* _Task goal_
Type out the data below in its entirety, exactly as given.

* _Records contained in a dataset_
####

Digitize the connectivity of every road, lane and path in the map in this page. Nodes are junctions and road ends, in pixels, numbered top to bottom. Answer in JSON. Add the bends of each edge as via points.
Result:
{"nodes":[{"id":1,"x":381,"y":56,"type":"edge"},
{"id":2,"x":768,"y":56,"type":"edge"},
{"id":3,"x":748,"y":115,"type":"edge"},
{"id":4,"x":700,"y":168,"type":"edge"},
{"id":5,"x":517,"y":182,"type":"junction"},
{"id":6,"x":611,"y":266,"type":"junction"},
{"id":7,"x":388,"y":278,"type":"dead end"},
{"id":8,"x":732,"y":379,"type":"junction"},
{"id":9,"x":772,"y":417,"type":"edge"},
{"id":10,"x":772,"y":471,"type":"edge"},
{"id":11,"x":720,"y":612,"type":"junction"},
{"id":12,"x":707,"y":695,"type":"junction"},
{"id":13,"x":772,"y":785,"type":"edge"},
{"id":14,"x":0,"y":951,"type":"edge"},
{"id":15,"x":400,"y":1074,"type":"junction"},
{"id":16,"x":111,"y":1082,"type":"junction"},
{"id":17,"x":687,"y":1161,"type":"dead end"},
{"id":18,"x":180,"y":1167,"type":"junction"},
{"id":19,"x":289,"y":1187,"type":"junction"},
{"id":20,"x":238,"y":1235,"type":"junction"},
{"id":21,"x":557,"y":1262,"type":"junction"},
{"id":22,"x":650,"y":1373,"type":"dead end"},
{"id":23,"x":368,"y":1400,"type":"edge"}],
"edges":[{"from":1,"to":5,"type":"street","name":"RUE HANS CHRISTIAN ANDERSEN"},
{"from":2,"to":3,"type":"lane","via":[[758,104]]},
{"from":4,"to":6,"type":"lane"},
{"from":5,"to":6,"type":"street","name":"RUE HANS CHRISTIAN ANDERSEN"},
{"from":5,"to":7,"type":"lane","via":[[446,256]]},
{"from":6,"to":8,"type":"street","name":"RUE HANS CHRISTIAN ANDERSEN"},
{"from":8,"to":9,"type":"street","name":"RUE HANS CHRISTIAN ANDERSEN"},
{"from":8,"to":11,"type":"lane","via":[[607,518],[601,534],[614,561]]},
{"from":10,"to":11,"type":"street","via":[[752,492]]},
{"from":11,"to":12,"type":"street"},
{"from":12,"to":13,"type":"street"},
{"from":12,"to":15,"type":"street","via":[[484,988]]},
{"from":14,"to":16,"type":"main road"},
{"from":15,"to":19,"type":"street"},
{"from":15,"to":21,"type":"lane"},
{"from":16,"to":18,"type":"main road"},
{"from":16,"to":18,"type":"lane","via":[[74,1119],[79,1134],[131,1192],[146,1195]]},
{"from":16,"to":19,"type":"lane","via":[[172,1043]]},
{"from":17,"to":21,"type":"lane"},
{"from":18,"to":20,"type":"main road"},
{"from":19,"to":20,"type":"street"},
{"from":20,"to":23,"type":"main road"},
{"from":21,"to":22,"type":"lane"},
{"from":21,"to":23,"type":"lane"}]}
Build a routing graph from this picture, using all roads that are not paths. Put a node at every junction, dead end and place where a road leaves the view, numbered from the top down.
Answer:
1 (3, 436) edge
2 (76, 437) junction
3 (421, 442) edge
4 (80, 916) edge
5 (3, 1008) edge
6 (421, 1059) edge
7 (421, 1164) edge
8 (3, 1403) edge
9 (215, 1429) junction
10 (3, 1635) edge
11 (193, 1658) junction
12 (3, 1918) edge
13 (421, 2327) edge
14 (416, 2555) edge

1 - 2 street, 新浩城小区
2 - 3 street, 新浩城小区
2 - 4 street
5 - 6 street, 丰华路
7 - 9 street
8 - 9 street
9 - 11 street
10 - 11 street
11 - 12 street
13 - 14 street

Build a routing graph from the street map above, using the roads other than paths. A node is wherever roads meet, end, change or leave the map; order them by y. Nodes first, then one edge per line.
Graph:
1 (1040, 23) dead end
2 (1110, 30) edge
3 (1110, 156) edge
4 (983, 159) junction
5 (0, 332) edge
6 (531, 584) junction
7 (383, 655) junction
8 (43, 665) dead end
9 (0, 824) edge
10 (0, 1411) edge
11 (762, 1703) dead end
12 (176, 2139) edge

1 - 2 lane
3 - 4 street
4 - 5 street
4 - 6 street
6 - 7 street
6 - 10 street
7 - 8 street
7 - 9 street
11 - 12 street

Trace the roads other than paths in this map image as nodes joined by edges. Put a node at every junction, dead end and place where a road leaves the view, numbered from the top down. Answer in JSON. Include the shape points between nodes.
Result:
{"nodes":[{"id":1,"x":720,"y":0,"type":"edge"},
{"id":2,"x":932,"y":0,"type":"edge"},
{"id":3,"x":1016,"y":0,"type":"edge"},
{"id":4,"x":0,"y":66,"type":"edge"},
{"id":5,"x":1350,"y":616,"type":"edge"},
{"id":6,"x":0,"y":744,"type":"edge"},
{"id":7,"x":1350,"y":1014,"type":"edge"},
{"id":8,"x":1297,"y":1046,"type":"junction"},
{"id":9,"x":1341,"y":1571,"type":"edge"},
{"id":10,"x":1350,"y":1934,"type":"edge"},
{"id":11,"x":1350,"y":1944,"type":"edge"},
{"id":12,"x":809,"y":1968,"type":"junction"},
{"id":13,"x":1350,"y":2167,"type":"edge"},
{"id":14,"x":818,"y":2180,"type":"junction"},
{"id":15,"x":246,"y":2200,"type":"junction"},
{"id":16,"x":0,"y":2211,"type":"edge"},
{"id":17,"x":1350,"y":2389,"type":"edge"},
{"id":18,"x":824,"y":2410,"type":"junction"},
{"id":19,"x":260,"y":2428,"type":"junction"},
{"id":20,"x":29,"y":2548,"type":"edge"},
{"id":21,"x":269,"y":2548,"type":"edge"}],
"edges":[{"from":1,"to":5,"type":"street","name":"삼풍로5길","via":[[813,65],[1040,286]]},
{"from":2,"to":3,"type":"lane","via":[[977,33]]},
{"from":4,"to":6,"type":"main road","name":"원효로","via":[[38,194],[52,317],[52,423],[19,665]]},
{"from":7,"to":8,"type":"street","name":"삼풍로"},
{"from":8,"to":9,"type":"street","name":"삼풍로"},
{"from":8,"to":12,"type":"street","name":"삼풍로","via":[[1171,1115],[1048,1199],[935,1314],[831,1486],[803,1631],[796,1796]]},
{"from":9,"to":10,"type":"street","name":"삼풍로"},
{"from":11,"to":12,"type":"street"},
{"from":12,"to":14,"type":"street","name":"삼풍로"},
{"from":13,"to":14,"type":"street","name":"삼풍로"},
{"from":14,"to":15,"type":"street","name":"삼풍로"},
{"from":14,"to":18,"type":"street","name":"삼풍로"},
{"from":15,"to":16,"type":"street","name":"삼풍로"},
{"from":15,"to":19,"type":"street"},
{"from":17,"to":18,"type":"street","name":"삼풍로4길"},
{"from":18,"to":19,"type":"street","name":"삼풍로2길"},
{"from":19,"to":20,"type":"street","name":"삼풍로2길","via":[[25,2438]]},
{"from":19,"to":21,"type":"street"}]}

####

* _Solution_
Digitize the connectivity of every road, lane and path in the map in this page. Nodes are junctions and road ends, in pixels, numbered top to bottom. Answer in JSON. Add the bends of each edge as via points.
Result:
{"nodes":[{"id":1,"x":381,"y":56,"type":"edge"},
{"id":2,"x":768,"y":56,"type":"edge"},
{"id":3,"x":748,"y":115,"type":"edge"},
{"id":4,"x":700,"y":168,"type":"edge"},
{"id":5,"x":517,"y":182,"type":"junction"},
{"id":6,"x":611,"y":266,"type":"junction"},
{"id":7,"x":388,"y":278,"type":"dead end"},
{"id":8,"x":732,"y":379,"type":"junction"},
{"id":9,"x":772,"y":417,"type":"edge"},
{"id":10,"x":772,"y":471,"type":"edge"},
{"id":11,"x":720,"y":612,"type":"junction"},
{"id":12,"x":707,"y":695,"type":"junction"},
{"id":13,"x":772,"y":785,"type":"edge"},
{"id":14,"x":0,"y":951,"type":"edge"},
{"id":15,"x":400,"y":1074,"type":"junction"},
{"id":16,"x":111,"y":1082,"type":"junction"},
{"id":17,"x":687,"y":1161,"type":"dead end"},
{"id":18,"x":180,"y":1167,"type":"junction"},
{"id":19,"x":289,"y":1187,"type":"junction"},
{"id":20,"x":238,"y":1235,"type":"junction"},
{"id":21,"x":557,"y":1262,"type":"junction"},
{"id":22,"x":650,"y":1373,"type":"dead end"},
{"id":23,"x":368,"y":1400,"type":"edge"}],
"edges":[{"from":1,"to":5,"type":"street","name":"RUE HANS CHRISTIAN ANDERSEN"},
{"from":2,"to":3,"type":"lane","via":[[758,104]]},
{"from":4,"to":6,"type":"lane"},
{"from":5,"to":6,"type":"street","name":"RUE HANS CHRISTIAN ANDERSEN"},
{"from":5,"to":7,"type":"lane","via":[[446,256]]},
{"from":6,"to":8,"type":"street","name":"RUE HANS CHRISTIAN ANDERSEN"},
{"from":8,"to":9,"type":"street","name":"RUE HANS CHRISTIAN ANDERSEN"},
{"from":8,"to":11,"type":"lane","via":[[607,518],[601,534],[614,561]]},
{"from":10,"to":11,"type":"street","via":[[752,492]]},
{"from":11,"to":12,"type":"street"},
{"from":12,"to":13,"type":"street"},
{"from":12,"to":15,"type":"street","via":[[484,988]]},
{"from":14,"to":16,"type":"main road"},
{"from":15,"to":19,"type":"street"},
{"from":15,"to":21,"type":"lane"},
{"from":16,"to":18,"type":"main road"},
{"from":16,"to":18,"type":"lane","via":[[74,1119],[79,1134],[131,1192],[146,1195]]},
{"from":16,"to":19,"type":"lane","via":[[172,1043]]},
{"from":17,"to":21,"type":"lane"},
{"from":18,"to":20,"type":"main road"},
{"from":19,"to":20,"type":"street"},
{"from":20,"to":23,"type":"main road"},
{"from":21,"to":22,"type":"lane"},
{"from":21,"to":23,"type":"lane"}]}
Build a routing graph from this picture, using all roads that are not paths. Put a node at every junction, dead end and place where a road leaves the view, numbered from the top down.
Answer:
1 (3, 436) edge
2 (76, 437) junction
3 (421, 442) edge
4 (80, 916) edge
5 (3, 1008) edge
6 (421, 1059) edge
7 (421, 1164) edge
8 (3, 1403) edge
9 (215, 1429) junction
10 (3, 1635) edge
11 (193, 1658) junction
12 (3, 1918) edge
13 (421, 2327) edge
14 (416, 2555) edge

1 - 2 street, 新浩城小区
2 - 3 street, 新浩城小区
2 - 4 street
5 - 6 street, 丰华路
7 - 9 street
8 - 9 street
9 - 11 street
10 - 11 street
11 - 12 street
13 - 14 street

Build a routing graph from the street map above, using the roads other than paths. A node is wherever roads meet, end, change or leave the map; order them by y. Nodes first, then one edge per line.
Graph:
1 (1040, 23) dead end
2 (1110, 30) edge
3 (1110, 156) edge
4 (983, 159) junction
5 (0, 332) edge
6 (531, 584) junction
7 (383, 655) junction
8 (43, 665) dead end
9 (0, 824) edge
10 (0, 1411) edge
11 (762, 1703) dead end
12 (176, 2139) edge

1 - 2 lane
3 - 4 street
4 - 5 street
4 - 6 street
6 - 7 street
6 - 10 street
7 - 8 street
7 - 9 street
11 - 12 street

Trace the roads other than paths in this map image as nodes joined by edges. Put a node at every junction, dead end and place where a road leaves the view, numbered from the top down. Answer in JSON. Include the shape points between nodes.
Result:
{"nodes":[{"id":1,"x":720,"y":0,"type":"edge"},
{"id":2,"x":932,"y":0,"type":"edge"},
{"id":3,"x":1016,"y":0,"type":"edge"},
{"id":4,"x":0,"y":66,"type":"edge"},
{"id":5,"x":1350,"y":616,"type":"edge"},
{"id":6,"x":0,"y":744,"type":"edge"},
{"id":7,"x":1350,"y":1014,"type":"edge"},
{"id":8,"x":1297,"y":1046,"type":"junction"},
{"id":9,"x":1341,"y":1571,"type":"edge"},
{"id":10,"x":1350,"y":1934,"type":"edge"},
{"id":11,"x":1350,"y":1944,"type":"edge"},
{"id":12,"x":809,"y":1968,"type":"junction"},
{"id":13,"x":1350,"y":2167,"type":"edge"},
{"id":14,"x":818,"y":2180,"type":"junction"},
{"id":15,"x":246,"y":2200,"type":"junction"},
{"id":16,"x":0,"y":2211,"type":"edge"},
{"id":17,"x":1350,"y":2389,"type":"edge"},
{"id":18,"x":824,"y":2410,"type":"junction"},
{"id":19,"x":260,"y":2428,"type":"junction"},
{"id":20,"x":29,"y":2548,"type":"edge"},
{"id":21,"x":269,"y":2548,"type":"edge"}],
"edges":[{"from":1,"to":5,"type":"street","name":"삼풍로5길","via":[[813,65],[1040,286]]},
{"from":2,"to":3,"type":"lane","via":[[977,33]]},
{"from":4,"to":6,"type":"main road","name":"원효로","via":[[38,194],[52,317],[52,423],[19,665]]},
{"from":7,"to":8,"type":"street","name":"삼풍로"},
{"from":8,"to":9,"type":"street","name":"삼풍로"},
{"from":8,"to":12,"type":"street","name":"삼풍로","via":[[1171,1115],[1048,1199],[935,1314],[831,1486],[803,1631],[796,1796]]},
{"from":9,"to":10,"type":"street","name":"삼풍로"},
{"from":11,"to":12,"type":"street"},
{"from":12,"to":14,"type":"street","name":"삼풍로"},
{"from":13,"to":14,"type":"street","name":"삼풍로"},
{"from":14,"to":15,"type":"street","name":"삼풍로"},
{"from":14,"to":18,"type":"street","name":"삼풍로"},
{"from":15,"to":16,"type":"street","name":"삼풍로"},
{"from":15,"to":19,"type":"street"},
{"from":17,"to":18,"type":"street","name":"삼풍로4길"},
{"from":18,"to":19,"type":"street","name":"삼풍로2길"},
{"from":19,"to":20,"type":"street","name":"삼풍로2길","via":[[25,2438]]},
{"from":19,"to":21,"type":"street"}]}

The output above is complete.